• **Work to be completed**: Look through the data for the string "highway". Copy every line where it is found.

(Stored items)
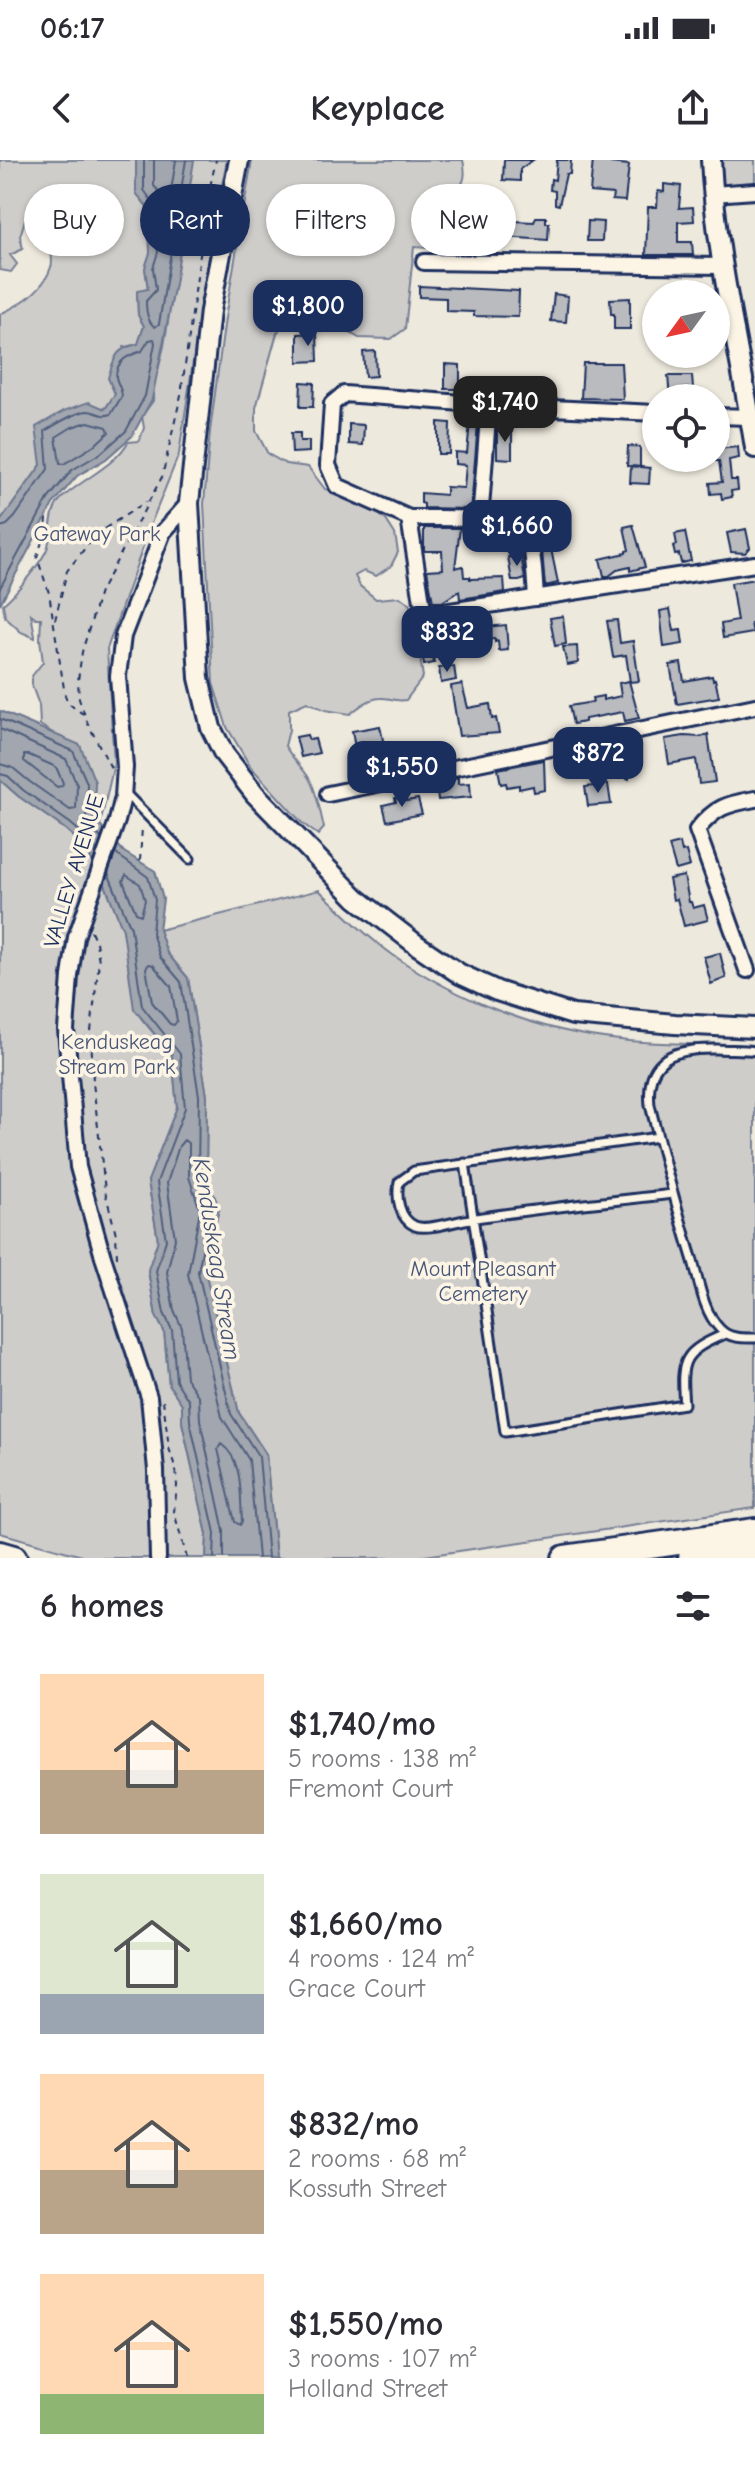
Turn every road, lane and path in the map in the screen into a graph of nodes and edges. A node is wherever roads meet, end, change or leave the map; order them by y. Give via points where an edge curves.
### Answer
1 (216, 160) edge
2 (239, 160) edge
3 (711, 160) edge
4 (755, 191) edge
5 (713, 194) junction
6 (424, 262) dead end
7 (723, 266) junction
8 (489, 405) junction
9 (642, 412) edge
10 (730, 416) edge
11 (750, 417) junction
12 (755, 448) edge
13 (148, 501) junction
14 (189, 503) junction
15 (47, 518) dead end
16 (409, 518) junction
17 (480, 521) junction
18 (755, 564) edge
19 (536, 598) junction
20 (55, 622) junction
21 (755, 706) edge
22 (84, 714) junction
23 (123, 791) junction
24 (328, 794) dead end
25 (755, 799) edge
26 (143, 811) junction
27 (190, 859) dead end
28 (140, 861) dead end
29 (83, 915) junction
30 (747, 970) dead end
31 (755, 1028) edge
32 (755, 1051) edge
33 (658, 1137) junction
34 (465, 1163) junction
35 (673, 1194) junction
36 (474, 1218) junction
37 (118, 1263) dead end
38 (725, 1334) junction
39 (755, 1338) edge
40 (162, 1395) dead end
41 (755, 1531) edge
42 (755, 1549) edge
43 (0, 1554) edge
44 (14, 1558) edge
45 (158, 1558) edge
46 (187, 1558) edge
47 (565, 1558) edge
48 (691, 1558) edge

1 - 13 path via 181,395 162,477
2 - 14 street via 210,311
3 - 5 street
4 - 5 street
5 - 7 street
6 - 7 street
7 - 11 street
8 - 9 street
8 - 16 street via 344,394 332,404 328,465 337,486
8 - 17 street
10 - 11 street
11 - 12 street
13 - 20 path via 96,534 67,571
13 - 22 path via 100,592 78,680
14 - 23 street, VALLEY AVENUE via 163,532 123,636 118,676
14 - 31 street via 199,678 211,728 255,794 356,898 427,953 497,991 573,1015
15 - 20 path via 37,557
16 - 17 street
16 - 19 street via 424,615
17 - 19 street via 515,528 529,542
18 - 19 street
20 - 22 path via 68,703
21 - 24 street
22 - 23 path
23 - 26 lane
23 - 29 street, VALLEY AVENUE
25 - 30 street via 725,805 697,830
26 - 27 lane
26 - 28 path
29 - 37 path via 98,951 93,1082
29 - 45 street, VALLEY AVENUE via 66,1030 78,1167 149,1397
32 - 33 lane via 692,1048 663,1060 649,1083
33 - 34 lane
33 - 35 lane
34 - 36 lane
34 - 36 lane via 408,1173 399,1182 398,1201 406,1219 417,1227
35 - 36 lane
35 - 38 lane via 702,1293
36 - 38 lane via 505,1432 684,1404 681,1375 688,1356
38 - 39 lane
40 - 46 path via 176,1470 174,1512
41 - 47 highway
42 - 48 highway
43 - 44 highway

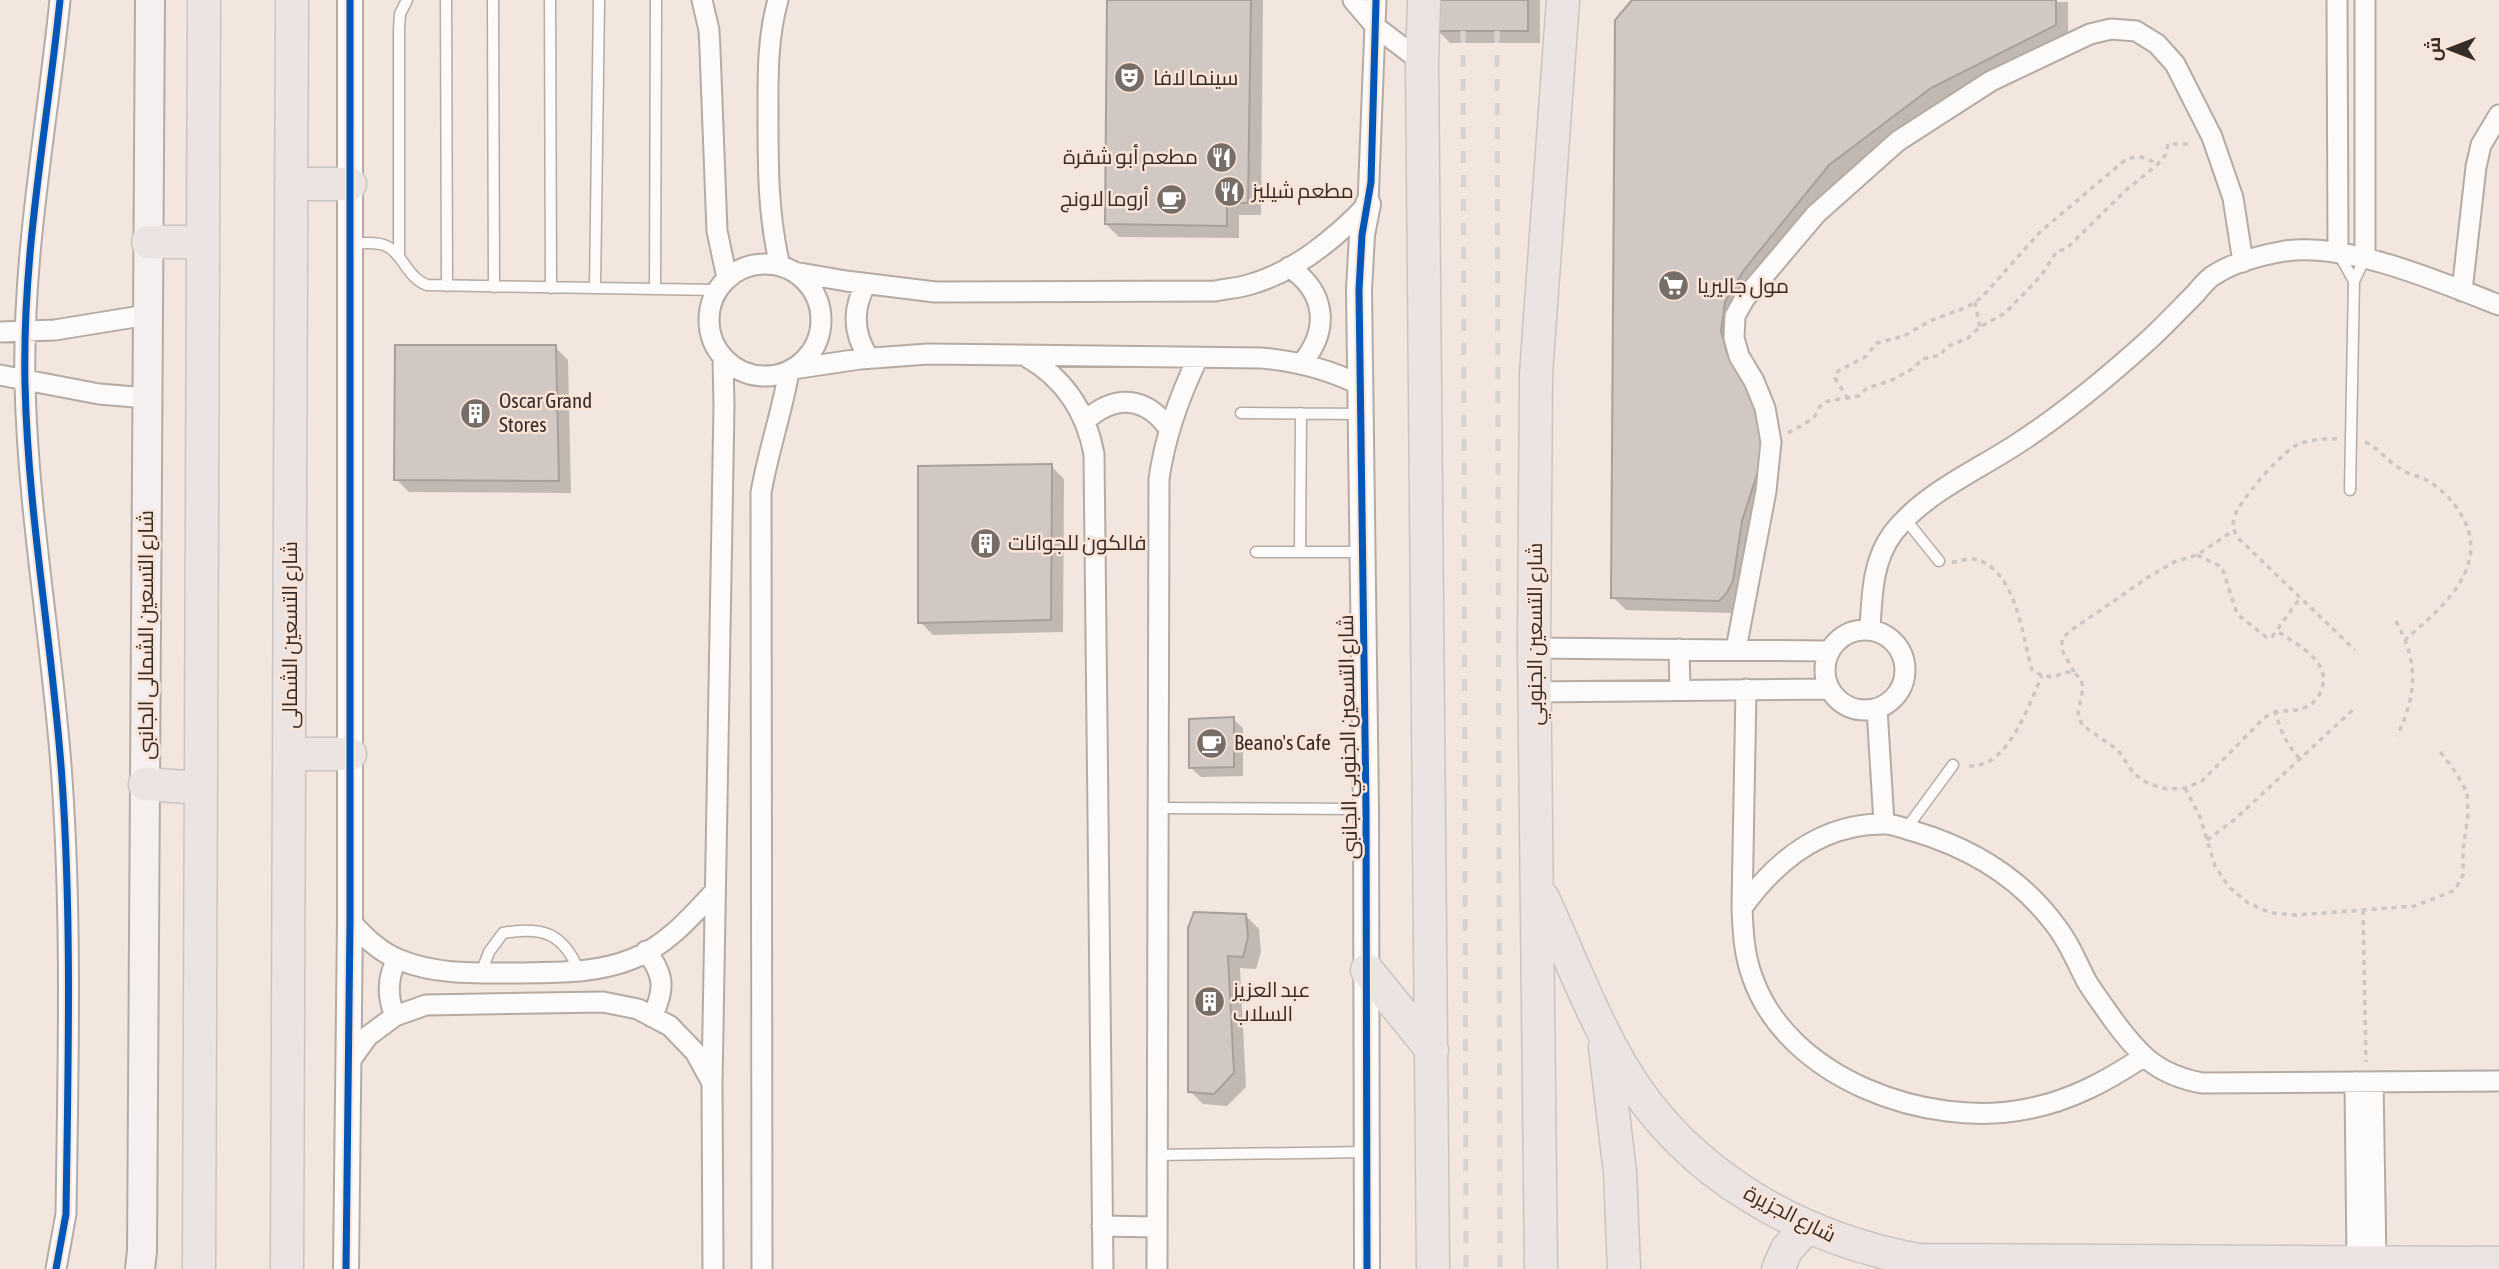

• **Task solution**:
41 - 47 highway
42 - 48 highway
43 - 44 highway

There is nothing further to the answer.